**Saved entries**
--------------------------------------------------

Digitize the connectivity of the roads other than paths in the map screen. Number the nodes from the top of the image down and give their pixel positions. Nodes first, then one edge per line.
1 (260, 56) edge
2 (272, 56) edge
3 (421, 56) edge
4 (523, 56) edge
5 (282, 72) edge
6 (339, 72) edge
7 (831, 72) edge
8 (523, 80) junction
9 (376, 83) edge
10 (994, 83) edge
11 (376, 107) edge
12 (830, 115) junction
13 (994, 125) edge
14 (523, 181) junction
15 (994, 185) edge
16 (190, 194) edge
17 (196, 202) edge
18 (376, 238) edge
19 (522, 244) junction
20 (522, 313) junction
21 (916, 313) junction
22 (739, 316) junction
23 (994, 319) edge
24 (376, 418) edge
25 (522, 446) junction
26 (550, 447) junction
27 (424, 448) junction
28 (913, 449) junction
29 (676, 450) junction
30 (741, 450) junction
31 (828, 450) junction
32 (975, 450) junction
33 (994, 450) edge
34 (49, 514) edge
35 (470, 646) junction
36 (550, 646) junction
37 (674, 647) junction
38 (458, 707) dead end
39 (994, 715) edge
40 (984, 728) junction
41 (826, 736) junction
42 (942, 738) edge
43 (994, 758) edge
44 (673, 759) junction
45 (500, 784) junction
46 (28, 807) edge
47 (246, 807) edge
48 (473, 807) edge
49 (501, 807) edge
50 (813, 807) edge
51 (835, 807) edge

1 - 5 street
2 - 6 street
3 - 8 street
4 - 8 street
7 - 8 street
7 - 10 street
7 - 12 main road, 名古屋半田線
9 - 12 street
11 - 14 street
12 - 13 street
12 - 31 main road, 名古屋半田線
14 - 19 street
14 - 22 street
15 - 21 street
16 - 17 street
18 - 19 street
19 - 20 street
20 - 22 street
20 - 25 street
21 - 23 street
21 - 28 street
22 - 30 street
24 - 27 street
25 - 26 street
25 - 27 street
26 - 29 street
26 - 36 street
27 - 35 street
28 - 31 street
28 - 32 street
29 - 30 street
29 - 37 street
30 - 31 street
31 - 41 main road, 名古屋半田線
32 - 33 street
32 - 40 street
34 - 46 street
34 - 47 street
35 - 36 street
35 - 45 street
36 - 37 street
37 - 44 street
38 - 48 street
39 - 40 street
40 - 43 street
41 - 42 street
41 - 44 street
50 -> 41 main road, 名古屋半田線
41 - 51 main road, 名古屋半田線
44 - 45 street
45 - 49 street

--------------------------------------------------

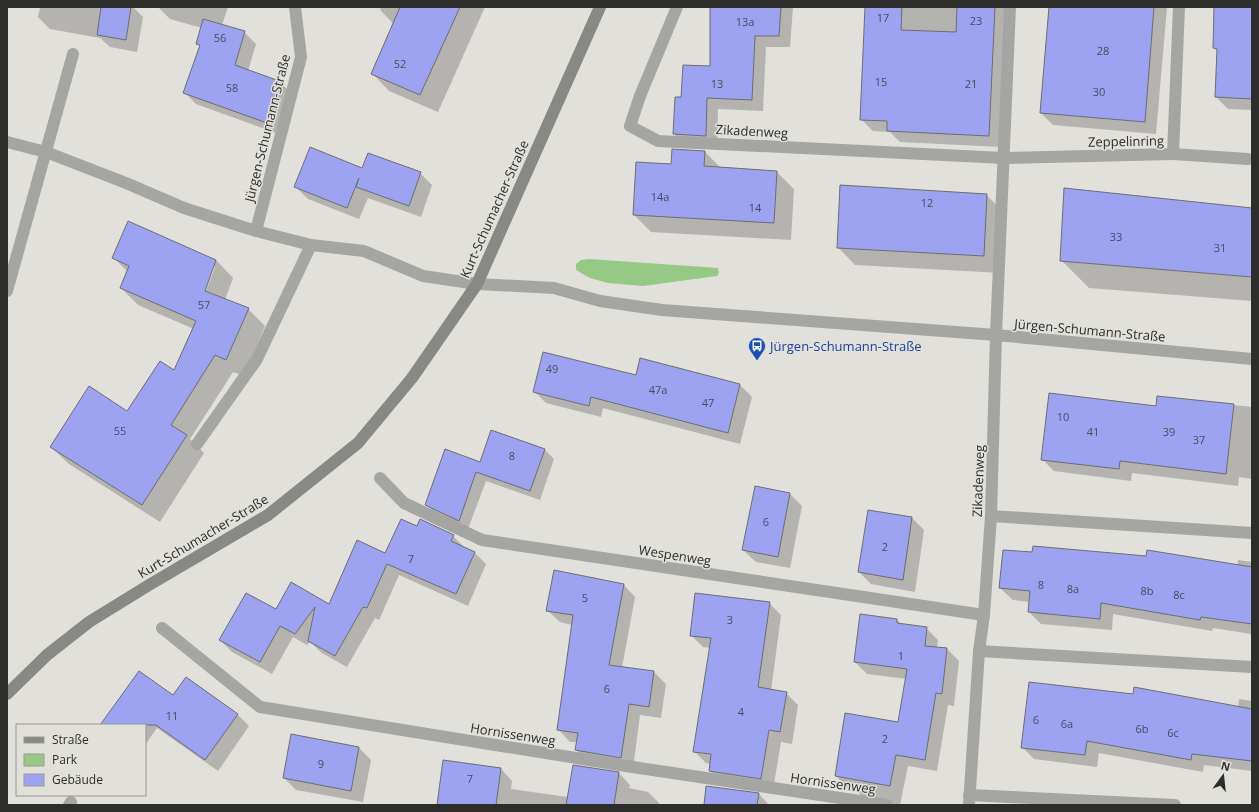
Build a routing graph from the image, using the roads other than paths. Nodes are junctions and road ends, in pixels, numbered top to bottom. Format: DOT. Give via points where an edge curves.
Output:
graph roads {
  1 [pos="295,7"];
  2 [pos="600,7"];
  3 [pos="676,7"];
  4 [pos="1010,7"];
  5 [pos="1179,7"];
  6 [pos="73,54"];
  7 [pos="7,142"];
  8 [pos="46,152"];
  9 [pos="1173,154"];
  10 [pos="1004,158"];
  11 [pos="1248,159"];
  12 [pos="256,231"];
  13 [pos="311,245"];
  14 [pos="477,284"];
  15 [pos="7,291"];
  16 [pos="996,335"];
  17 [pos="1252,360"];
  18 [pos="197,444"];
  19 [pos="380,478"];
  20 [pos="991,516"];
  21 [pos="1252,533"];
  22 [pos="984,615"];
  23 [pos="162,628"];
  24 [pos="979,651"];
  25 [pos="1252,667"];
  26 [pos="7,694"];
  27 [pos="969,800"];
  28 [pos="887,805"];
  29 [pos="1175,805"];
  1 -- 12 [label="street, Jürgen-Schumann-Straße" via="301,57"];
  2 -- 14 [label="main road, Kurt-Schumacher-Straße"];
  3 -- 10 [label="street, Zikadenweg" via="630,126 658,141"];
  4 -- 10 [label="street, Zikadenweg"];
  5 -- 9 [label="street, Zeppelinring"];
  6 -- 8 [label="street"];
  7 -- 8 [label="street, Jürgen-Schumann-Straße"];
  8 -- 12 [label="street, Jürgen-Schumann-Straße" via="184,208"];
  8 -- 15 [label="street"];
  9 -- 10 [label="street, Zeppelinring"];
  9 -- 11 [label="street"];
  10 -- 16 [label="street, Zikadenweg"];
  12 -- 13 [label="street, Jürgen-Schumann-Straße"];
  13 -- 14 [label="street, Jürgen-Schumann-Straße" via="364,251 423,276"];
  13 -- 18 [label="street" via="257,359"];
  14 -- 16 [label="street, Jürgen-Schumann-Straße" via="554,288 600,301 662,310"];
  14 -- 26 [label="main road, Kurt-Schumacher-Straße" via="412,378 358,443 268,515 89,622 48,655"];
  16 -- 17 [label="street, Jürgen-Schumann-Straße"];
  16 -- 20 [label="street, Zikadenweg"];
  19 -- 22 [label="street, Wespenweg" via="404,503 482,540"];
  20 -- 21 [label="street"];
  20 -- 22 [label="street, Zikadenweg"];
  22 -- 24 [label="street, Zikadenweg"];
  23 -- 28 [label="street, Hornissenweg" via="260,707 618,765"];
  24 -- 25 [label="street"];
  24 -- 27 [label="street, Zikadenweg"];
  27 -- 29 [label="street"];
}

--------------------------------------------------

**Problem requirements**
Each line with the word "main" in the records above belongs in the result; copy all of them.

**Problem solution**
7 - 12 main road, 名古屋半田線
12 - 31 main road, 名古屋半田線
31 - 41 main road, 名古屋半田線
50 -> 41 main road, 名古屋半田線
41 - 51 main road, 名古屋半田線
  2 -- 14 [label="main road, Kurt-Schumacher-Straße"];
  14 -- 26 [label="main road, Kurt-Schumacher-Straße" via="412,378 358,443 268,515 89,622 48,655"];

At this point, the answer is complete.